In the past 10 days, the U.S.-led effort to rebuild Iraq as a stable, democratic state has fallen into crisis. The most alarming aspect is not the Baathist-inspired violence in Fallujah, bloody and horrific though that fighting has been. This has been a limited uprising from the minority Sunni section of the country, many of whose politicians have now entered the peaceful political game. It does not threaten the overall viability of the political transition.
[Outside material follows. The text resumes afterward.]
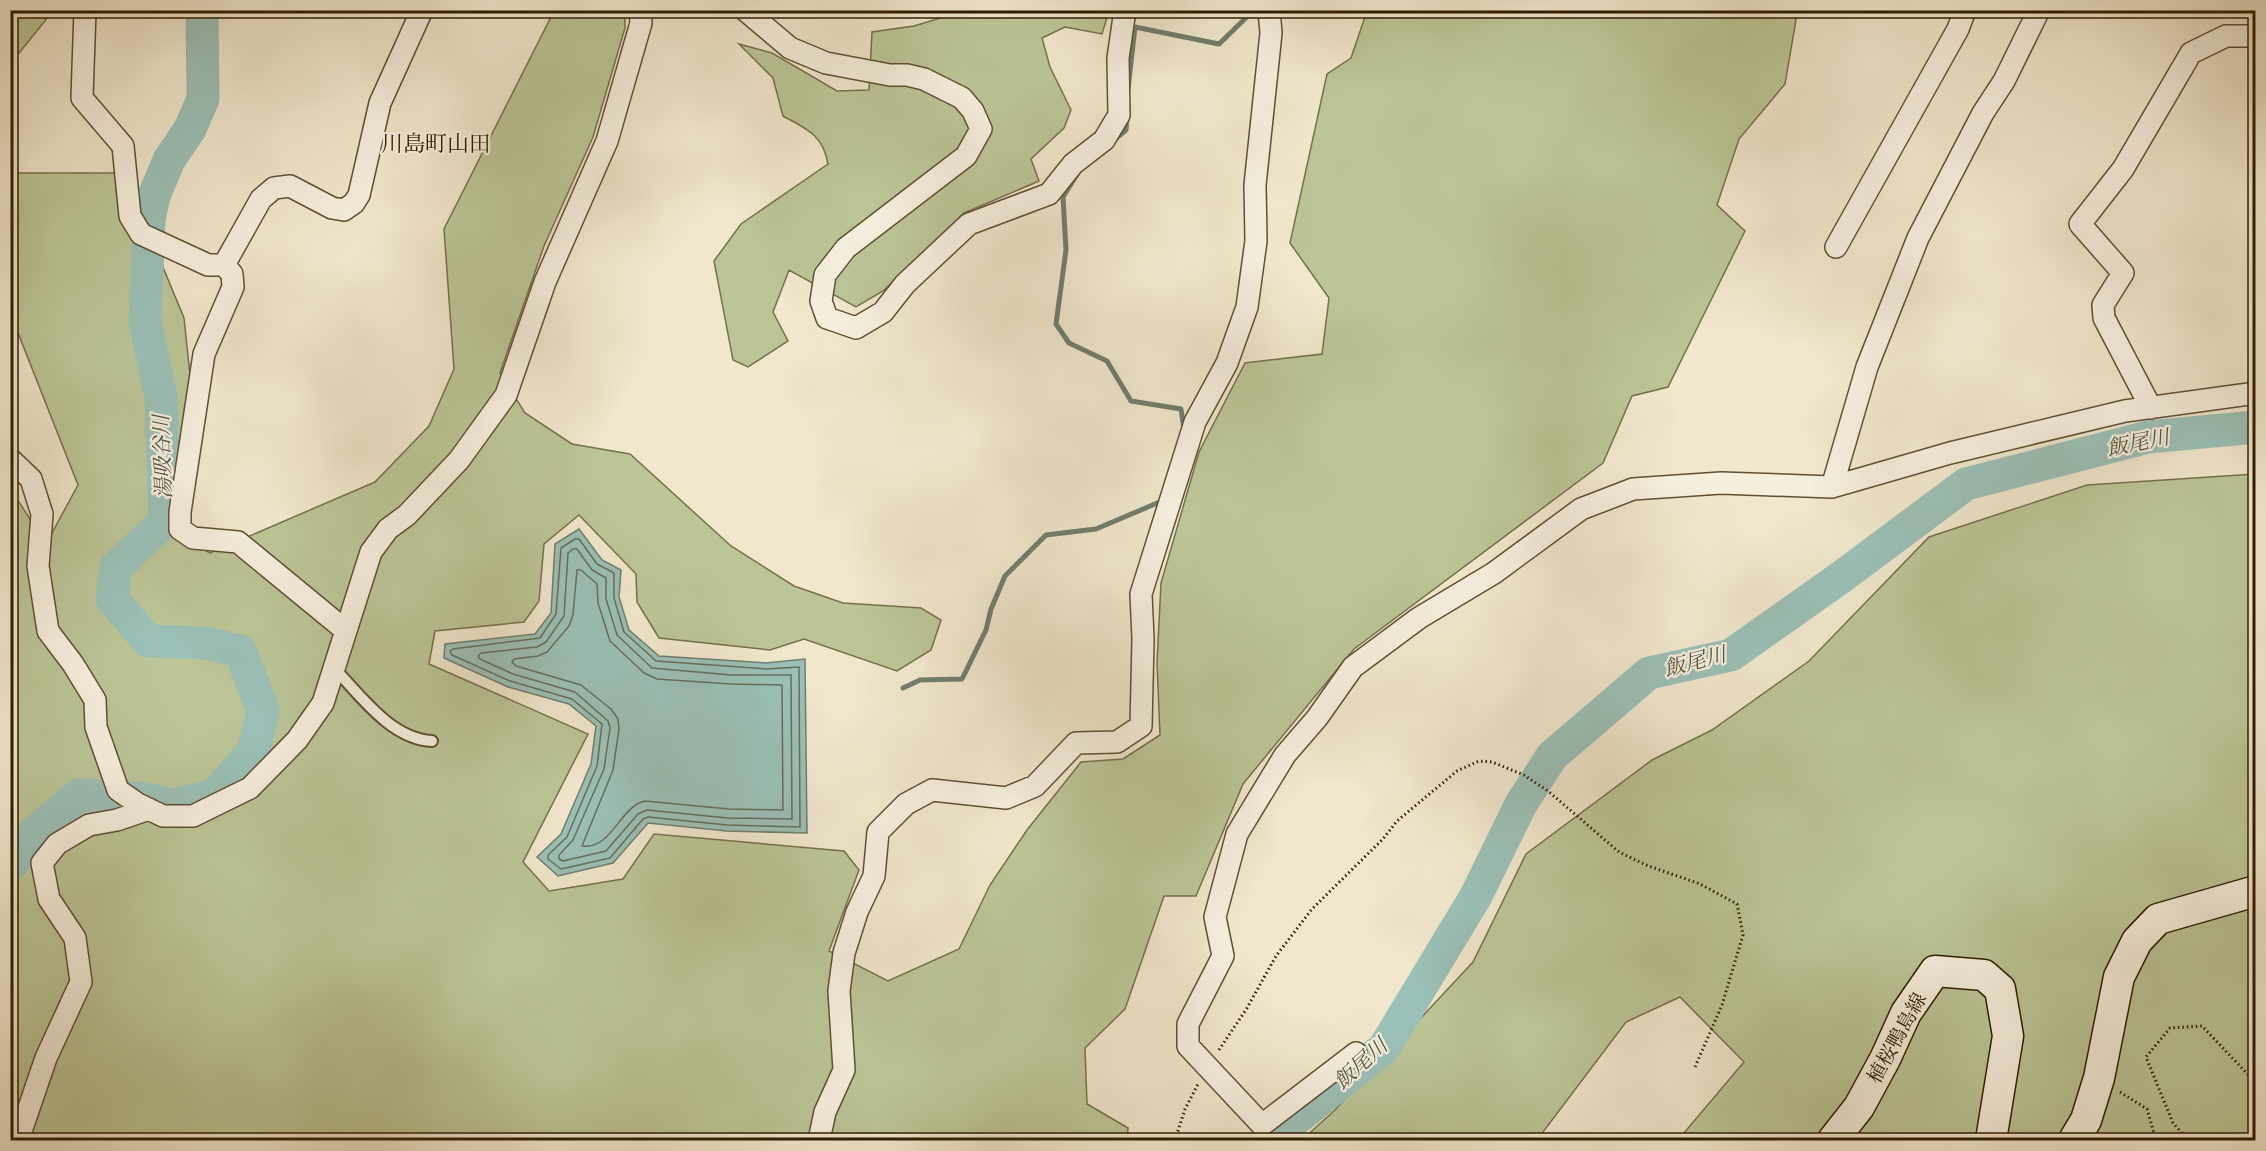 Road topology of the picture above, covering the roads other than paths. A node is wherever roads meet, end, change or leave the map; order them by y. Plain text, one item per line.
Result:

The Shiite uprising that began a few days ago is another story. Scholars and historians of Iraq have long warned that an uprising among the Shiite would spell doom for the coalition, and for any hope of peaceful transition. We are not yet facing a generalized Shiite resistance. Rather, we are locked in a confrontation with a ruthless young thug, Muqtada al-Sadr, who leads an Iranian-backed, fascist political movement that spouts a shallow mix of Islamist and nationalist slogans in a bid to conquer power.

Among most Shiites -- including, crucially, Iraq's most widely revered religious leader, Ayatollah Sistani -- Sadr is a reviled figure. A crude man with no religious qualifications or positive political program, he has used coercion and intimidation as a substitute for genuine religious authority. Yet since the coalition began a crackdown on his organization 10 days ago, Sadr has maneuvered brilliantly to portray himself as the leader of a broader nationalist and Islamist insurgency. Now, growing numbers of marginalized young Iraqi men -- including some Sunni elements -- are rallying to his cause.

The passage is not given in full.